Ms. Jessica A Levy

Rehearsing for Civic Dialogue

Posted by Ms. Jessica A Levy, Jan 03, 2019 0 comments


Ms. Jessica A Levy

Few of us are taught how to do civic dialogue. How do we develop and improve our ability to facilitate groups made up of individuals with potentially vastly different life experiences, identities, vested interests, and communication styles? Here’s one answer: Theater. When we want to literally incorporate new skills in our work, we need a body-based practice that can allow us to explore the interplay of subject matter, emotional response, social identity, and physical bodies in a physical space. That is the theater of civic engagement. And the methods of theater are learning tools that can and should be central to the training of public officials and community leaders who shape our interactions in the public sphere.

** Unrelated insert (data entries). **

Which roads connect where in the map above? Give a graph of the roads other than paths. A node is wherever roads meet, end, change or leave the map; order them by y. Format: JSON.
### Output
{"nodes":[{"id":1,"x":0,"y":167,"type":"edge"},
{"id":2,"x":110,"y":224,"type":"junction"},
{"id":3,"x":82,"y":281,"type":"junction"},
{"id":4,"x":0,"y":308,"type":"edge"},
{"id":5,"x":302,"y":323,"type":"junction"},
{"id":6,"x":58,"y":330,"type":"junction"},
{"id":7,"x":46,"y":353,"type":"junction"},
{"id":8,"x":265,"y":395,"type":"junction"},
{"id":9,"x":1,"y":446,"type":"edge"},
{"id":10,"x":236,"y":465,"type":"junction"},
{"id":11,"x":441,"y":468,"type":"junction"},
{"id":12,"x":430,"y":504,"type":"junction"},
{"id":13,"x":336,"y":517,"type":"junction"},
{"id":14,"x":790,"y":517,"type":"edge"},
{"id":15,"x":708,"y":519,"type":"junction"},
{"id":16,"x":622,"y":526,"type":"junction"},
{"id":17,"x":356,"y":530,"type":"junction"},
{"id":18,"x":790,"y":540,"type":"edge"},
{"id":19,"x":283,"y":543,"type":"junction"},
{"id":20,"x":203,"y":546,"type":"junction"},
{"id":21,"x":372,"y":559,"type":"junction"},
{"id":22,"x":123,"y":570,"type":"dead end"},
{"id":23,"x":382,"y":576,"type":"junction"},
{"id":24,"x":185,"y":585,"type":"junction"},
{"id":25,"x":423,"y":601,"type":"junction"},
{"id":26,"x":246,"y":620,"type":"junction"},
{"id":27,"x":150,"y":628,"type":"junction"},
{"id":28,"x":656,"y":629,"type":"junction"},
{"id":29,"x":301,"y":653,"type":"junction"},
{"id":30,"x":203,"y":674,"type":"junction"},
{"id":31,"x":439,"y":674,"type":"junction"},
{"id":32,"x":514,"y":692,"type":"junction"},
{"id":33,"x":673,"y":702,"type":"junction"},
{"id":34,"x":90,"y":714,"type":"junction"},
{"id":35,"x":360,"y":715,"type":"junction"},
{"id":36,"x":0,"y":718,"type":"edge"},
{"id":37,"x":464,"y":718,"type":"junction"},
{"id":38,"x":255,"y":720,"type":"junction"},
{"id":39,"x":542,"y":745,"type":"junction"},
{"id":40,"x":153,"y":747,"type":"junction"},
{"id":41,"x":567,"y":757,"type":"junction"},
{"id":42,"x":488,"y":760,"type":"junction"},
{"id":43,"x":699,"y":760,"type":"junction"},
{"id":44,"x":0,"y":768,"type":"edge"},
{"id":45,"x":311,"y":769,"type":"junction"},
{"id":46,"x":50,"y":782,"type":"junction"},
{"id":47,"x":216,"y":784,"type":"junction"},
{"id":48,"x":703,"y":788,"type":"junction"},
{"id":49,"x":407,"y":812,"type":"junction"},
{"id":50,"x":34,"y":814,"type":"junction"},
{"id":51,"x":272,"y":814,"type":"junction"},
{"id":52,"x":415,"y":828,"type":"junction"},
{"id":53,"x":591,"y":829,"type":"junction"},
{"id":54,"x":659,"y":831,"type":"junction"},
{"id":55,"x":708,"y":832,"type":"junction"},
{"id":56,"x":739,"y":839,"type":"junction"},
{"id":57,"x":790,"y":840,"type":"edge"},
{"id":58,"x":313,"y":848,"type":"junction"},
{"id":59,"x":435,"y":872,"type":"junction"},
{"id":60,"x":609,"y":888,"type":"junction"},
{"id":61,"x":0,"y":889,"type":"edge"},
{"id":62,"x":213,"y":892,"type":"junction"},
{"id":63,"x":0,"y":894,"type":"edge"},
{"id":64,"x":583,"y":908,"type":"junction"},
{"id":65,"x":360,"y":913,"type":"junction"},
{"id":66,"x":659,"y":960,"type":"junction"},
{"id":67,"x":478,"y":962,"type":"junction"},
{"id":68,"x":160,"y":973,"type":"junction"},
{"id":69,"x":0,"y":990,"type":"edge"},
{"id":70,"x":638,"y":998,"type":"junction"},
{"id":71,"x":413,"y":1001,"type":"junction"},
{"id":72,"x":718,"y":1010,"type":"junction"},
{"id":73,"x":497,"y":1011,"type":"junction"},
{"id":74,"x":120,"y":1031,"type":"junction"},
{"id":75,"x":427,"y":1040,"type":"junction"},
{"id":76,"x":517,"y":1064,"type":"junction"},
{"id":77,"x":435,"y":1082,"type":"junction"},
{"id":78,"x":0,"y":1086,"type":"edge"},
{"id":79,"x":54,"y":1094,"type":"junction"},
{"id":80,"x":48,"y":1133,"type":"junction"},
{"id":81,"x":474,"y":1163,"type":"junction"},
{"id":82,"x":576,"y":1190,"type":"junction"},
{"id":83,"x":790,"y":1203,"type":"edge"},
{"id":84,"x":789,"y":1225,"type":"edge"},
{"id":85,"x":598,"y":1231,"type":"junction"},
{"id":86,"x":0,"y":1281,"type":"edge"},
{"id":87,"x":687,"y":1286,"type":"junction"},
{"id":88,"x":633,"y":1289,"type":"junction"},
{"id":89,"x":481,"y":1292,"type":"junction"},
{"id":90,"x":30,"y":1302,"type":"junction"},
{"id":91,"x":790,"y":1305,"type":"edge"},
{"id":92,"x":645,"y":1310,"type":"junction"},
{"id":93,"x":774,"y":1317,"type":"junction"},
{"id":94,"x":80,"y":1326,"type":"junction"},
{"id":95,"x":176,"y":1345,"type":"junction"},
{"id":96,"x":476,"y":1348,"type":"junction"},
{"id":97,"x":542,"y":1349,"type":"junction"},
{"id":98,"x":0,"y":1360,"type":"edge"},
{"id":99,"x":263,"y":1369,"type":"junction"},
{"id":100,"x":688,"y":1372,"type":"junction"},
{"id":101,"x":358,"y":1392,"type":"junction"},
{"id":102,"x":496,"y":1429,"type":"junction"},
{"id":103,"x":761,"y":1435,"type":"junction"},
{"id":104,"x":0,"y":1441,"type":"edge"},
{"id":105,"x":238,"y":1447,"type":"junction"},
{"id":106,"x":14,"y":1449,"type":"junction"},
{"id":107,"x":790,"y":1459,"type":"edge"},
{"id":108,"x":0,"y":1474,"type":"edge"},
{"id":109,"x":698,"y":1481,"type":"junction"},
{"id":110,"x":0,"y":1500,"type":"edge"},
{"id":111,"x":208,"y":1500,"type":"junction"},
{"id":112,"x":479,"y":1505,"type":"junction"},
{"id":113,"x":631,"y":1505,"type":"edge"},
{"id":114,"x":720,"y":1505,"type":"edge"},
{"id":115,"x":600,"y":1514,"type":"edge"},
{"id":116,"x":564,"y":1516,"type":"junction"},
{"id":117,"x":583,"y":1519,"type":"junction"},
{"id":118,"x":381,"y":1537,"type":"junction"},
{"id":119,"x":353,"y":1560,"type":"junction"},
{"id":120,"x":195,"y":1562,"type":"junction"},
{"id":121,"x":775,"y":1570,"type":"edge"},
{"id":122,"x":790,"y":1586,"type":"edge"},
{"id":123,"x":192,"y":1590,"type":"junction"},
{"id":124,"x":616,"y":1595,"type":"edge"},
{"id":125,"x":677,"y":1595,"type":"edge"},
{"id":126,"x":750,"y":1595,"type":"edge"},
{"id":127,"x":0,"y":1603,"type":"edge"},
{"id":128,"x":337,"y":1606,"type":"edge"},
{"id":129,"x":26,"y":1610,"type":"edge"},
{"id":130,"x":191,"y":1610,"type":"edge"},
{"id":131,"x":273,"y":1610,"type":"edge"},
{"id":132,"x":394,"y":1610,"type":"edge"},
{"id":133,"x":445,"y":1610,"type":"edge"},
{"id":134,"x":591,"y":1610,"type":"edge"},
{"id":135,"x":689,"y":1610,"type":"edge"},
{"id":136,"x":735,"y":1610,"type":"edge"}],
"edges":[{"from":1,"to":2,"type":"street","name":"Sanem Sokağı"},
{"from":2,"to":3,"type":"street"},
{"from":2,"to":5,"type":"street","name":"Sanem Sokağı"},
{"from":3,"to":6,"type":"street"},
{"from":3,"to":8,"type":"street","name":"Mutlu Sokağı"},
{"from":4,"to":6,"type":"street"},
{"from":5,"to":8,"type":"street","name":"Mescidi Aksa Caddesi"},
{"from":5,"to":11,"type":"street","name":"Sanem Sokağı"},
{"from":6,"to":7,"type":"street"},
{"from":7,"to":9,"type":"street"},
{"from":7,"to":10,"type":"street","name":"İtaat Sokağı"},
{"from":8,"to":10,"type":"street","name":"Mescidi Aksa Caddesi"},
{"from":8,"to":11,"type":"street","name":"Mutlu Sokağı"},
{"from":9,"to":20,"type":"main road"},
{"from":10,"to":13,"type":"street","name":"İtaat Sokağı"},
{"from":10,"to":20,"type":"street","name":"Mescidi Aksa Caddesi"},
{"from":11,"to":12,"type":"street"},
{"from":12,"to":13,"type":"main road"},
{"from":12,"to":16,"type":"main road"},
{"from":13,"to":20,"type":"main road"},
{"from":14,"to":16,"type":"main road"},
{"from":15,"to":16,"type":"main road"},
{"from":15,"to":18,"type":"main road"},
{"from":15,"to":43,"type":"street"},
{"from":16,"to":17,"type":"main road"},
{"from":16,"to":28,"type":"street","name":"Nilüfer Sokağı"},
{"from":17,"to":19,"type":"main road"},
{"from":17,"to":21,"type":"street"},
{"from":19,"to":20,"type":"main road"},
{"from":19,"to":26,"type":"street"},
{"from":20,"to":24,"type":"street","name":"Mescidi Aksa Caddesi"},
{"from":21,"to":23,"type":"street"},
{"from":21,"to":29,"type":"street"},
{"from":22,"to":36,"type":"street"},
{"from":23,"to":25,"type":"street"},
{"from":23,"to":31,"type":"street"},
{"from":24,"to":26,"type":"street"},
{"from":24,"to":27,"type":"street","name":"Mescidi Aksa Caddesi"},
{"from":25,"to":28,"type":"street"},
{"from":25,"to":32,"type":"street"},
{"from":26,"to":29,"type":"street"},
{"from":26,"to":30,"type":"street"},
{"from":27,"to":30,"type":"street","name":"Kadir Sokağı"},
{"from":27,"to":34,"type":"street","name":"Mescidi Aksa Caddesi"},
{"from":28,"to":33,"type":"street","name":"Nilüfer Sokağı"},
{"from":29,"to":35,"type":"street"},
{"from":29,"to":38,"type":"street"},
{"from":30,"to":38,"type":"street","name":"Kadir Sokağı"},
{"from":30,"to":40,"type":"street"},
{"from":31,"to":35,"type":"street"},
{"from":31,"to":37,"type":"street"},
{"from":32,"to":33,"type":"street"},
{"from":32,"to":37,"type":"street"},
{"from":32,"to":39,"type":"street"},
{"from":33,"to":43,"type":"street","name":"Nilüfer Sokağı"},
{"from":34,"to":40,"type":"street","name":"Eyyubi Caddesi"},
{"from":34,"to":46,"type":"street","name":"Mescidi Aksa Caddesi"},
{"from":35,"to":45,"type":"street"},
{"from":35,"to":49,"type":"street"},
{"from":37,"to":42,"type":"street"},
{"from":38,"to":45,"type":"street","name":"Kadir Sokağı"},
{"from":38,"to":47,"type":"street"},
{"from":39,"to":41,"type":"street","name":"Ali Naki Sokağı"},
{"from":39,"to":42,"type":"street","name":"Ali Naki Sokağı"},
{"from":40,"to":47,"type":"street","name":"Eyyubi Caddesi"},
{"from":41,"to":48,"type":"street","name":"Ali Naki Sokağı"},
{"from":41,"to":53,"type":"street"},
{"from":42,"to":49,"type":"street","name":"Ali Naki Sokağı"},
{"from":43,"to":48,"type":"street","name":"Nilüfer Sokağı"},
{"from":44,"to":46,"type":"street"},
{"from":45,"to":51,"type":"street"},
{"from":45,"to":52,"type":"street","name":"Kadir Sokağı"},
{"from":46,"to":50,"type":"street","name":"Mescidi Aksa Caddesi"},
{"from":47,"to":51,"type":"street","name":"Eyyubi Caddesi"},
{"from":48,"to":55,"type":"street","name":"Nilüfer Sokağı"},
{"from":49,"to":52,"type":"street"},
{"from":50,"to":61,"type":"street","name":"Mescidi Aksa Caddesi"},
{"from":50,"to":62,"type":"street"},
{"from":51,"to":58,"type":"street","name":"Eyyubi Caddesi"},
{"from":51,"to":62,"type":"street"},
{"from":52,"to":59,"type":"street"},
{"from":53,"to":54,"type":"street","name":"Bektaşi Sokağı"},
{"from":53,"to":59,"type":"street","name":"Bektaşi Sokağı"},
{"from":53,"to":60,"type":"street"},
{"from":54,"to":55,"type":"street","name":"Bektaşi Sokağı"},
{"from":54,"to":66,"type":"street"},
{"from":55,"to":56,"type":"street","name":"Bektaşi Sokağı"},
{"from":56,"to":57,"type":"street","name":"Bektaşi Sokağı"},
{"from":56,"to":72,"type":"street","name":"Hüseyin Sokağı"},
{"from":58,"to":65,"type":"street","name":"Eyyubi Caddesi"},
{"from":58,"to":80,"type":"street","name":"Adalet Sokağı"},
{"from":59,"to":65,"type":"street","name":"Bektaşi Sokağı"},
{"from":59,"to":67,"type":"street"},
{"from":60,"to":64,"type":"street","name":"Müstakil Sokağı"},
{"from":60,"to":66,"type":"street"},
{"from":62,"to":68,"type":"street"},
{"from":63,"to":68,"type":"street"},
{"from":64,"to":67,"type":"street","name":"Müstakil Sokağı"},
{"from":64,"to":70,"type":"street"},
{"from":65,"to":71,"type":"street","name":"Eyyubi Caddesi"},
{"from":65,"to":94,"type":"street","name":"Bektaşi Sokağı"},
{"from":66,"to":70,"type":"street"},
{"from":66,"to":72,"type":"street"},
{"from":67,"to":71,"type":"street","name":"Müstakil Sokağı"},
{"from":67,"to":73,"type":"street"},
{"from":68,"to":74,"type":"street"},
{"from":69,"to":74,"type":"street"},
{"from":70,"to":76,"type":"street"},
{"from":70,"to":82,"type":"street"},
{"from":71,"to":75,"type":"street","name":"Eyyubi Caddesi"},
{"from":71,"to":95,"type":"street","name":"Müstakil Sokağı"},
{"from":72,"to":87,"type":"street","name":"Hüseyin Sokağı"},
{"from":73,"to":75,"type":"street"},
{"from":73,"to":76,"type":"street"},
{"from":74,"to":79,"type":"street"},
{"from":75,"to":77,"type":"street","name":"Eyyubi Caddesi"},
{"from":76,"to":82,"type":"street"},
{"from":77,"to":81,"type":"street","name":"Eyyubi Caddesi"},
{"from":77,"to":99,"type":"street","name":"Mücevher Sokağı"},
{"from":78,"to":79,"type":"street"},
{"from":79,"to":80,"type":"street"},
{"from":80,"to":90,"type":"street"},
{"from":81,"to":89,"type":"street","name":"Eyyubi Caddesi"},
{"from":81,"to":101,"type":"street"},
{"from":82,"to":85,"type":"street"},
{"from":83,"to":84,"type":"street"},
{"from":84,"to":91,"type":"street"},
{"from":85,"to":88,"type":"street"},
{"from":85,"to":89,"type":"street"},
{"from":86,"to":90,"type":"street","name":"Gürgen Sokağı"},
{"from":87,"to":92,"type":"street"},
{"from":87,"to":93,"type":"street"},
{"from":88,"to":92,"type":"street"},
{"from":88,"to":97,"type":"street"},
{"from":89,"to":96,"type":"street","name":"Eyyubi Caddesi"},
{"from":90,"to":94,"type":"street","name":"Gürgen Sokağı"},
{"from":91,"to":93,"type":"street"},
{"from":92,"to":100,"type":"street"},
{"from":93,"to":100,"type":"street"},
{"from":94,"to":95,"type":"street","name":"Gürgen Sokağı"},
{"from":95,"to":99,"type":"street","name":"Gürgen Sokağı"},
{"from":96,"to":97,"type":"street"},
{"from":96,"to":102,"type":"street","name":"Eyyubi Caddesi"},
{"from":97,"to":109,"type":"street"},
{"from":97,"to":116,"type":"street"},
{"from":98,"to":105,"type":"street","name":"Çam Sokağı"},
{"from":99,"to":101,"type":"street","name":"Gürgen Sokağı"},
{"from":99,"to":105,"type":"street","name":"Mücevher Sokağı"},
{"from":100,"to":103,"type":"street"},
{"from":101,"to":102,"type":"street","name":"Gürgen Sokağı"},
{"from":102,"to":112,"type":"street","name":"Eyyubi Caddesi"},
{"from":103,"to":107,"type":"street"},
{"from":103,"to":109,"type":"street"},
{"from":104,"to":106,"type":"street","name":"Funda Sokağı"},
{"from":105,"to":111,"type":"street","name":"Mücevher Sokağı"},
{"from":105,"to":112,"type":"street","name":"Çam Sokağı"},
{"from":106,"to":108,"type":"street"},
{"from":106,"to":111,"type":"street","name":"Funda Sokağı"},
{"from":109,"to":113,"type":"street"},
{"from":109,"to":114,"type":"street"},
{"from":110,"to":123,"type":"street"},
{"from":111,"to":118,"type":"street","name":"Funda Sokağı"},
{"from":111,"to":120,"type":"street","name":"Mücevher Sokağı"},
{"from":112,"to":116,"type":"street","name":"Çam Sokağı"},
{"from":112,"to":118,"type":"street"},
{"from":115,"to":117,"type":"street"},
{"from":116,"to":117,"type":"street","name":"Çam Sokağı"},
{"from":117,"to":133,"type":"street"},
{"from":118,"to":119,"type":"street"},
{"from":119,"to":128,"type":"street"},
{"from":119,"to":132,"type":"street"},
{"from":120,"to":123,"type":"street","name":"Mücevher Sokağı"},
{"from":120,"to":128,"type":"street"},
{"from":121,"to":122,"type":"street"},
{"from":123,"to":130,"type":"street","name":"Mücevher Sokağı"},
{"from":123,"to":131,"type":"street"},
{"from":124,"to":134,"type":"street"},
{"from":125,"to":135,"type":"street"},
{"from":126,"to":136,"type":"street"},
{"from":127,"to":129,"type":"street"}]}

Drexel University is currently working to ensure that urban planners have the skill set to facilitate civic engagement, and its Masters of Science in Urban Strategy (MSUS) program has drawn on embodied and theater-based methods as a core training methodology. A hallmark of this graduate-level interdisciplinary urbanism program is its focus on civic awareness and community-based learning, exemplified through its course in Civic Engagement and Participatory Methods. Last year, West Philadelphia residents and MSUS students met up in a local church basement for this semester-long class. Through a collaboration between the MSUS program and my business, The Blue Door Group, my colleague and I designed and taught a class session focused on developing facilitation skills for leading public forums.

The class session was built around two premises: 1) Facilitation is a skill of democratic engagement that centers not on content expertise, but group dynamics. It requires the ability to notice whose voice is in the room and whose is not, stand in one’s own identity, and be curious about the ideas and perspectives of others. 2) When we facilitate, we bring our bodies, emotions, and voices to the task. When we want to gain skills in facilitating, we must do the same. Theater-based methodologies, which necessarily center the body and voice, therefore become a clear asset to the curriculum. Here’s an overview of how the public forum skill-building class session used some of these methods as means of engaging MSUS students and community members in developing the skills of public facilitation:

  1. An introductory pair activity allowed class participants to focus on nonverbal communication by taking turns moving and “freezing” in relation to their partner’s body and position. They were then asked to reflect on the silent conversation that was carried out in this activity. Many pairs noticed significant differences in their interpretations of that conversation and made connections to the challenges of differing perceptions and interpretations in other communicative contexts.
  1. We introduced a script based on a real-life town hall meeting, in which an urban planner was gathering feedback and attempting to build support from community members for a public-private housing development project. The script was brought to life by volunteers, both community members and Drexel students in the class, playing the roles of town hall meeting participants and with the Drexel instructor enacting the role of the urban planner. Character descriptions were minimal, and students were invited to represent the perspectives of the character without acting any stereotypes related to social identity. Participants acting these characters had the opportunity to embody perspectives and voices possibly different from their own, and similar to ones they might encounter in a real-world community meeting.
  1. A thought-tracking technique based in forum theater[1] practices invited the audience to suggest ideas, concerns, or feelings that each character might have in this scenario. Thought-tracking encourages participants to reflect on the needs and motivations behind a character’s words and actions. It allows for empathy-building, and also for strategizing responses. Participants expressed interest in the meeting’s “back story” and suggested ways the planner might have better prepared to reach the meeting’s goals.
  1. Each actor in the scene joined a small group and repeated their original statements from the script. The small groups took on the role of the urban planner and paraphrased the character’s statements back to them. In this way, participants got a chance to delve more deeply into the character’s motivations and needs, and to experiment with how the planner might address them. They wrote down the strategies they could use with the character in order to better meet the meeting goals.
  1. After sharing strategies, the town hall meeting was replayed with the original actors. A student volunteer replaced the instructor in the role of the urban planner. As the volunteer tried out some strategies, the class clapped spontaneously in recognition of the challenges of addressing multiple group dynamics at the same time. After letting the scene play out, the class reflected on the volunteer’s interventions and what they had achieved. The class was able to process together the dynamics of a public forum in which they had all, either as characters or audience, participated. And they harvested strategies for real world engagement from having all, at some point during the class, stepped into the role of the planner.

Civic dialogue can be taught, as can the skills to facilitate it. It takes getting into our bodies and practicing the gestures of democratic engagement until they become habit. Our classrooms and training rooms can be the studios in which we rehearse for robust civic dialogue that can transform our public sphere. We have the theater-based tools to get us there. Are we getting them into the curriculum?


[1] Forum theater is a practice developed by Augusto Boal as part of his Theatre of the Oppressed. Boal, A. (1985). Theatre of the oppressed. In C. A. & M. L. McBride (Trans.). New York, NY: Theatre Communications Group. (Original work published 1973).